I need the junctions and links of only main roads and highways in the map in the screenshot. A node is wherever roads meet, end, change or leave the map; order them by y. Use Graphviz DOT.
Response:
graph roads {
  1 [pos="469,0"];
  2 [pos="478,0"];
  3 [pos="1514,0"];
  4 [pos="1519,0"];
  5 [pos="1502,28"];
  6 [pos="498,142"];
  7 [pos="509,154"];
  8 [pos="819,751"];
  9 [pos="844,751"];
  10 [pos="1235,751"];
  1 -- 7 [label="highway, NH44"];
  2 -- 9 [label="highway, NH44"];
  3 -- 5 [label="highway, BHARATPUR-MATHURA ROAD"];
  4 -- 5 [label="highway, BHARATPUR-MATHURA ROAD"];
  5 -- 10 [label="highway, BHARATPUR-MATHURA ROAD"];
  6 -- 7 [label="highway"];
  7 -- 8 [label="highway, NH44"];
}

### [Exercise aim]
Transcribe the material above. Change nothing in it.

### [Exercise result]
I need the junctions and links of only main roads and highways in the map in the screenshot. A node is wherever roads meet, end, change or leave the map; order them by y. Use Graphviz DOT.
Response:
graph roads {
  1 [pos="469,0"];
  2 [pos="478,0"];
  3 [pos="1514,0"];
  4 [pos="1519,0"];
  5 [pos="1502,28"];
  6 [pos="498,142"];
  7 [pos="509,154"];
  8 [pos="819,751"];
  9 [pos="844,751"];
  10 [pos="1235,751"];
  1 -- 7 [label="highway, NH44"];
  2 -- 9 [label="highway, NH44"];
  3 -- 5 [label="highway, BHARATPUR-MATHURA ROAD"];
  4 -- 5 [label="highway, BHARATPUR-MATHURA ROAD"];
  5 -- 10 [label="highway, BHARATPUR-MATHURA ROAD"];
  6 -- 7 [label="highway"];
  7 -- 8 [label="highway, NH44"];
}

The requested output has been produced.